The most recent developments in the law of PTE have concerned exactly what constitutes a pharmaceutical substance. Where regulatory approval relates to a pharmaceutical substance per se or a formulation containing that pharmaceutical substance, for example, a single regulatory approval may be used to extend patents directed to the pharmaceutical substance, but also subsequent patents directed to specific formulations that are commercialised. It is therefore important to consider filing subsequent patents to formulations as they are developed for specific therapies.
On receipt of a request for PTE, the Australian Patent Office will consider whether the claims are prima facie valid. If the claims are clearly invalid, the request will not be progressed; instead formal re-examination will be commenced. For example, patents may include claims directed to isolated nucleic acids that are substantially identical to naturally occurring nucleic acids. Since Myriad, because this is no longer patentable subject matter, it must be deleted before the PTE request can proceed. Experience also shows that the Australian Patent Office may consider the scope of corresponding patents in other territories and commence re-examination if they find those patents relevantly narrower. During re-examination the PTE request is not invalidated, only placed on hold.
It is also imperative that claims are reviewed to avoid unintended claim construction. For example, in a recent case, the structure of a dependent claim required independent claim 1 to be interpreted as defining a kit of parts, rendering that patent ineligible for PTE. Deletion of the dependent claim before requesting PTE may have avoided this outcome.

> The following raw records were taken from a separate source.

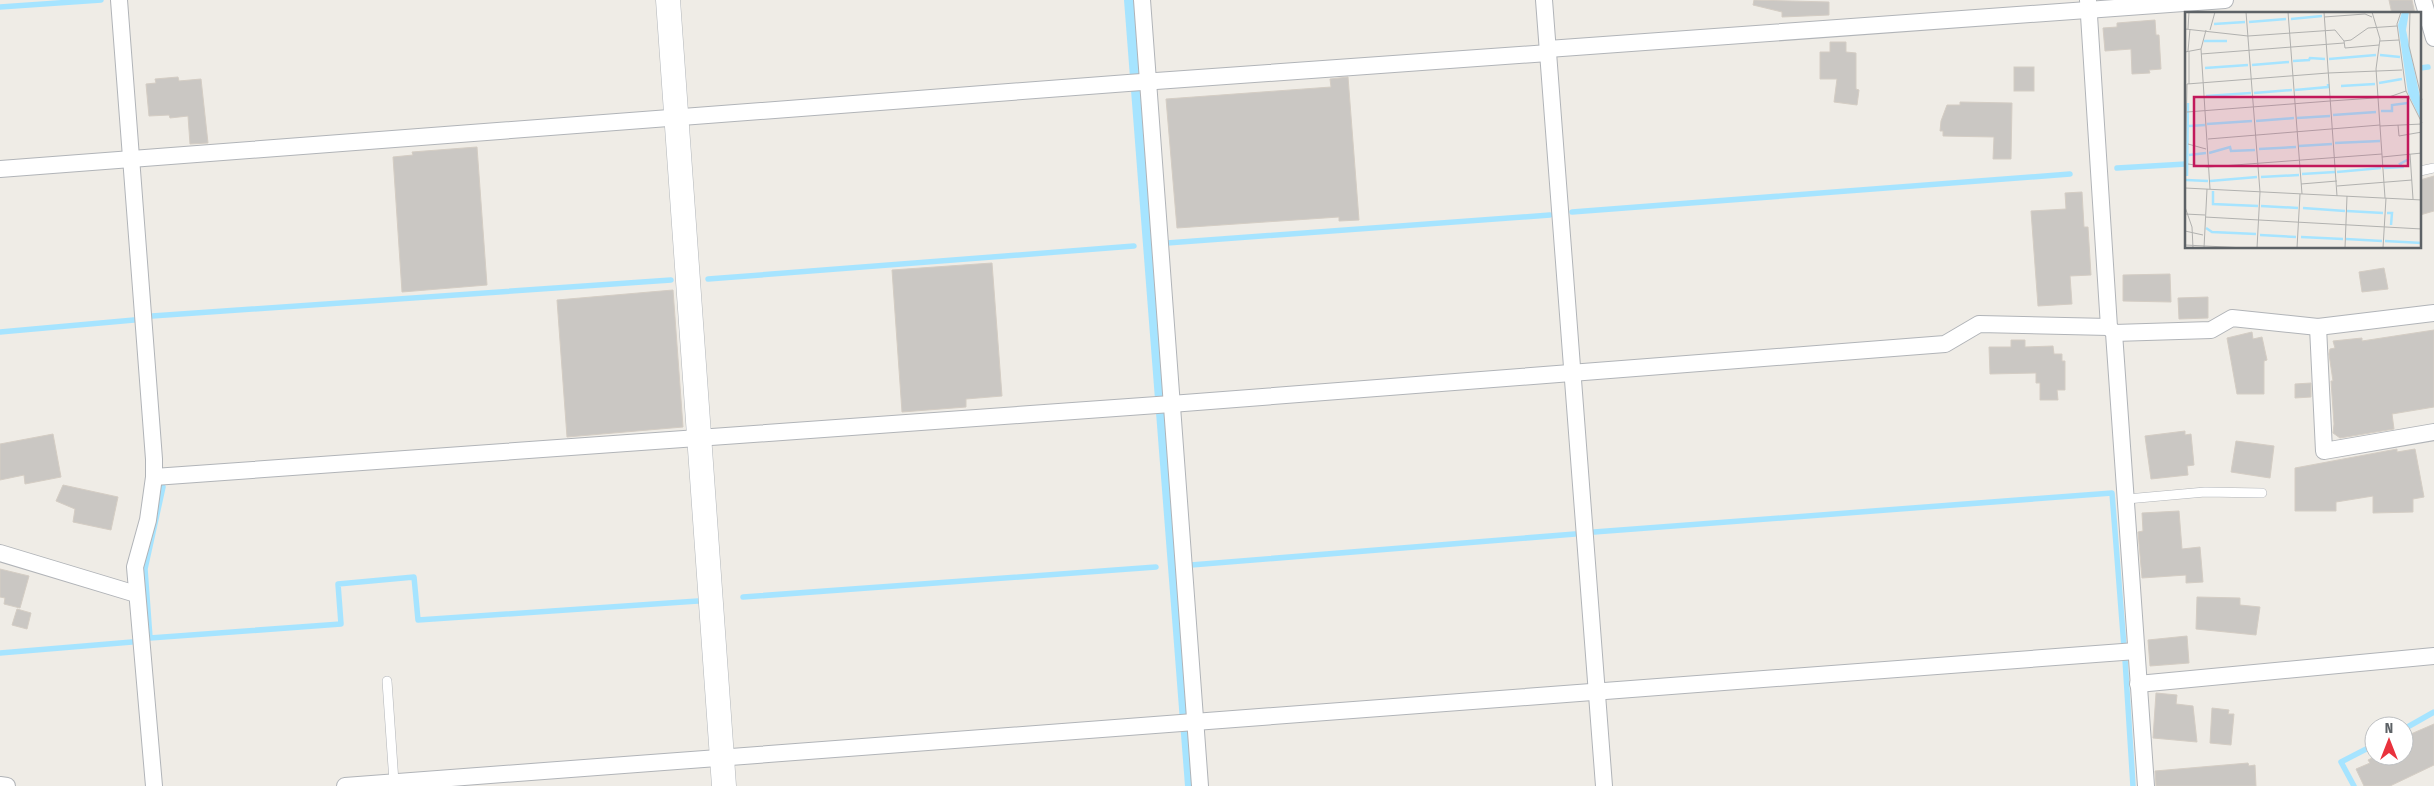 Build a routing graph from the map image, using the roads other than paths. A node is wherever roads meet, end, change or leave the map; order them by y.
1 (119, 0) edge
2 (668, 0) edge
3 (1142, 0) edge
4 (1544, 0) edge
5 (2225, 0) edge
6 (2423, 0) edge
7 (2089, 5) edge
8 (2434, 38) edge
9 (1548, 51) junction
10 (1139, 82) junction
11 (676, 117) junction
12 (130, 158) junction
13 (0, 169) edge
14 (2434, 313) edge
15 (2318, 327) junction
16 (2112, 330) junction
17 (1574, 372) junction
18 (1163, 405) junction
19 (2434, 432) edge
20 (701, 439) junction
21 (154, 477) junction
22 (2262, 493) dead end
23 (2127, 498) junction
24 (0, 554) edge
25 (136, 594) junction
26 (2136, 651) junction
27 (2434, 656) edge
28 (387, 681) dead end
29 (2138, 684) junction
30 (1597, 692) junction
31 (1188, 724) junction
32 (722, 758) junction
33 (394, 782) junction
34 (0, 784) edge
35 (7, 786) edge
36 (154, 786) edge
37 (345, 786) edge
38 (724, 786) edge
39 (1200, 786) edge
40 (1604, 786) edge
41 (2146, 786) edge

1 - 12 street
2 - 11 street
3 - 10 street
4 - 9 street
5 - 7 street
6 - 8 street
7 - 9 street
7 - 16 street
9 - 10 street
9 - 17 street
10 - 11 street
10 - 18 street
11 - 12 street
11 - 20 street
12 - 13 street
12 - 21 street
14 - 15 street
15 - 16 street
15 - 19 street
16 - 17 street
16 - 23 street
17 - 18 street
17 - 30 street
18 - 20 street
18 - 31 street
20 - 21 street
20 - 32 street
21 - 25 street
22 - 23 lane
23 - 26 street
24 - 25 street
25 - 36 street
26 - 29 street
26 - 30 street
27 - 29 street
28 - 33 lane
29 - 41 street
30 - 31 street
30 - 40 street
31 - 32 street
31 - 39 street
32 - 33 street
32 - 38 street
33 - 37 street
34 - 35 street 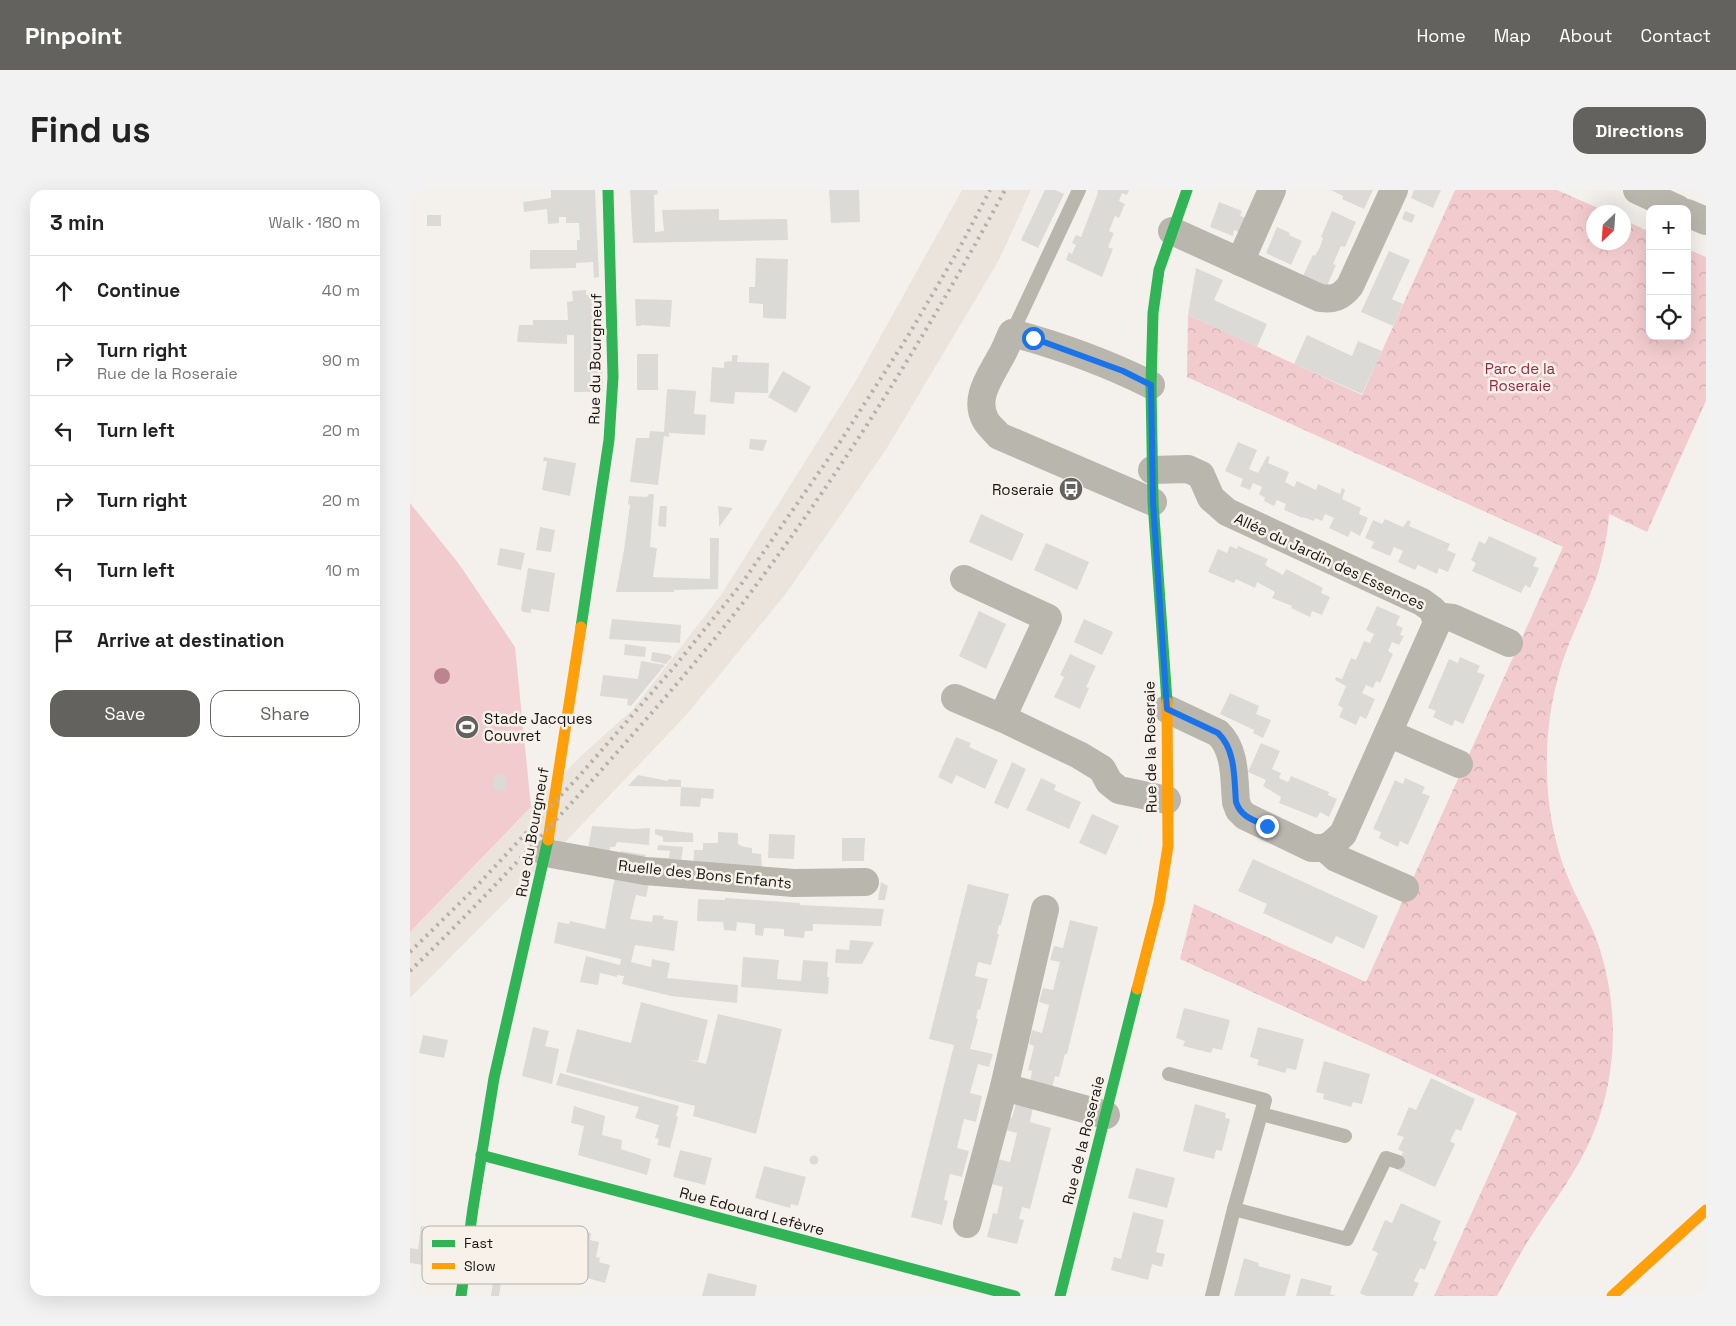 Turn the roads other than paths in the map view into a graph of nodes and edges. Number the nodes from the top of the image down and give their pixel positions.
1 (608, 190) edge
2 (1079, 190) edge
3 (1187, 190) edge
4 (1272, 190) edge
5 (1394, 190) edge
6 (1637, 190) edge
7 (1669, 205) edge
8 (1691, 215) edge
9 (1706, 221) edge
10 (1172, 232) junction
11 (1240, 262) junction
12 (1012, 333) junction
13 (1151, 385) junction
14 (1152, 470) junction
15 (1153, 502) junction
16 (964, 579) dead end
17 (1435, 616) junction
18 (1508, 643) dead end
19 (955, 698) dead end
20 (1167, 709) junction
21 (1002, 718) junction
22 (1388, 733) junction
23 (1458, 764) dead end
24 (1167, 800) junction
25 (1325, 848) junction
26 (546, 853) junction
27 (865, 882) dead end
28 (1405, 888) dead end
29 (1045, 909) dead end
30 (1169, 1074) dead end
31 (1004, 1087) junction
32 (1261, 1114) junction
33 (1106, 1115) junction
34 (1345, 1136) dead end
35 (481, 1155) junction
36 (1398, 1162) dead end
37 (1234, 1210) junction
38 (1706, 1210) edge
39 (967, 1224) dead end
40 (471, 1226) edge
41 (1015, 1296) edge
42 (1060, 1296) edge
43 (1212, 1296) edge
44 (1612, 1296) edge

1 - 26 street, Rue du Bourgneuf
2 - 12 lane
3 - 10 street, Rue de la Roseraie
4 - 11 street
5 - 11 street
6 - 7 street
8 - 9 street
10 - 11 street
10 - 13 street, Rue de la Roseraie
12 - 13 street
12 - 15 street
13 - 14 street, Rue de la Roseraie
14 - 15 street, Rue de la Roseraie
14 - 17 street, Allée du Jardin des Essences
15 - 20 street, Rue de la Roseraie
16 - 21 street
17 - 18 street, Allée du Jardin des Essences
17 - 22 street, Allée du Jardin des Essences
19 - 21 street
20 - 24 street, Rue de la Roseraie
20 - 25 street
21 - 24 street
22 - 23 street
22 - 25 street, Allée du Jardin des Essences
24 - 33 street, Rue de la Roseraie
25 - 28 street
26 - 27 street, Ruelle des Bons Enfants
26 - 35 street, Rue du Bourgneuf
29 - 31 street
30 - 32 lane
31 - 33 street
31 - 39 street
32 - 34 lane
32 - 37 lane
33 - 42 street, Rue de la Roseraie
35 - 40 street, Rue du Bourgneuf
35 - 41 street, Rue Edouard Lefèvre
36 - 37 lane
37 - 43 lane
38 - 44 street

Post-acceptance amendments must be sought with sufficient time to ensure that they are allowed before the deadline for requesting PTE. The amendment procedure may take six months in the absence of opposition, and longer if opposed.
The above discussion is equally relevant to generic and biosimilar companies, because applied conversely it provides points relevant to the challenge of a PTE request.
IP implications in marketing therapeutics in Australia
An important characteristic of the Australian market for therapeutics is the Pharmaceutical Benefits Scheme (PBS). This programme enables therapeutics to be provided to Australians at heavily subsidised prices negotiated by the Australian federal government. Implications of the scheme for patentees are as follows:
- Obtaining a listing on the PBS requires the party listing to guarantee supply. An application to list a generic therapeutic on the PBS before patent expiry but which guarantees supply after the patent term has concluded is not patent infringement; however, this will depend on the facts. If the date by which guaranteed supply is required pre-dates the patent grant, there will be patent infringement.
- Interlocutory injunctions were previously granted where an application for PBS listing has been made because it was found that the compulsory price drop for the patentee swung the balance of convenience in their favour. Even if the patent withstands the usually associated revocation action, reinstatement of price is difficult. However, more recently, the tide has turned against patentees based on the fact that loss of market share (and therefore revenue) is easier to calculate for the purposes of determining damages for an originator patentee than for a generic.
- Where a patent is revoked and the associated therapeutic has been listed on the PBS, the federal government has more recently demanded repayment of PBS subsidies going back many years.
Comment
Subsequent to a series of changes to patent law and practice over the past 15 years, Australian patents have become considerably more robust, but remain an extremely cost-effective tool in an environment that is an excellent clinical test bed for new therapeutics. However, the market retains some unique characteristics, particularly in the post-grant environment, and therefore warrants employment of local expertise.